How to use social media to reel in big fish donors


Image by Canolais on Flickr

Techniques to lay the groundwork before approaching prospects

Guest post by Geri Stengel
Ventureneer

Target audience: Nonprofits, cause organizations, foundations, NGOs.

Many nonprofits already use social media, including mobile, to raise money among individual donors. Small donations add up, as Mark Hanis found. His first Facebook campaign raised $250,000 in 2005 for Genocide Intervention Network, now known as Endgenocide.org.
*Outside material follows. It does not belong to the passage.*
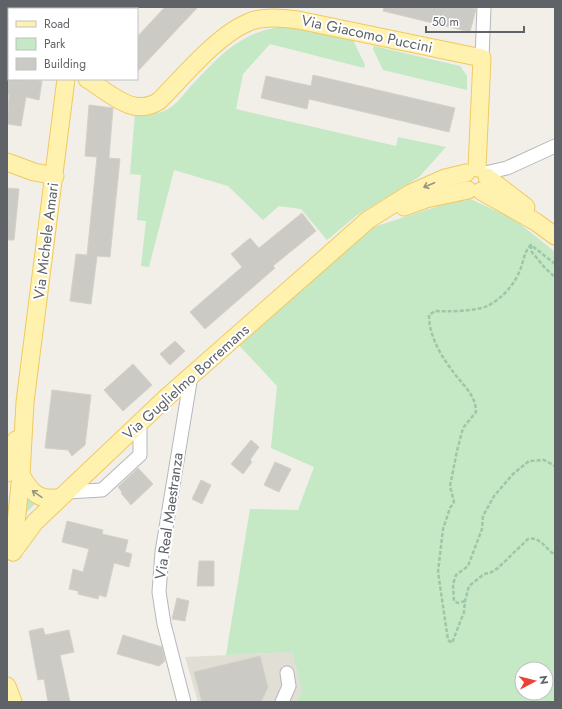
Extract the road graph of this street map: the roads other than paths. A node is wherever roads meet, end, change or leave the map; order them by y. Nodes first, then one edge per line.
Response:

But few nonprofits use social media to build relationships with potential big fish donors. Yup, you can target and build these important relationships by engaging with them through LinkedIn, Facebook, and Twitter. The relationship starts online, but the “ask” happens offline, perhaps on the phone, but most likely face to face.

Building these relationships is hard work, but the benefits are enormous. Effective social media outreach takes at least 25 hours of staff time per week, according to the Ditch Digital Dabbling research report. Hanis has tips for those willing to undertake the task, based on his experience as head of the Genocide Intervention Network:

1Identify prospects using annual reports and gala invites from nonprofits working in that sector, which are among Hanis’ favorite methods. The Foundation Center also recommends reading press releases from nonprofits announcing donors as well as newspapers, magazines, etc. They also recommend using database such as WealthEngine or DonorSearch. The Foundation Center subscribes to DonorSearch so you can use this for free from their library.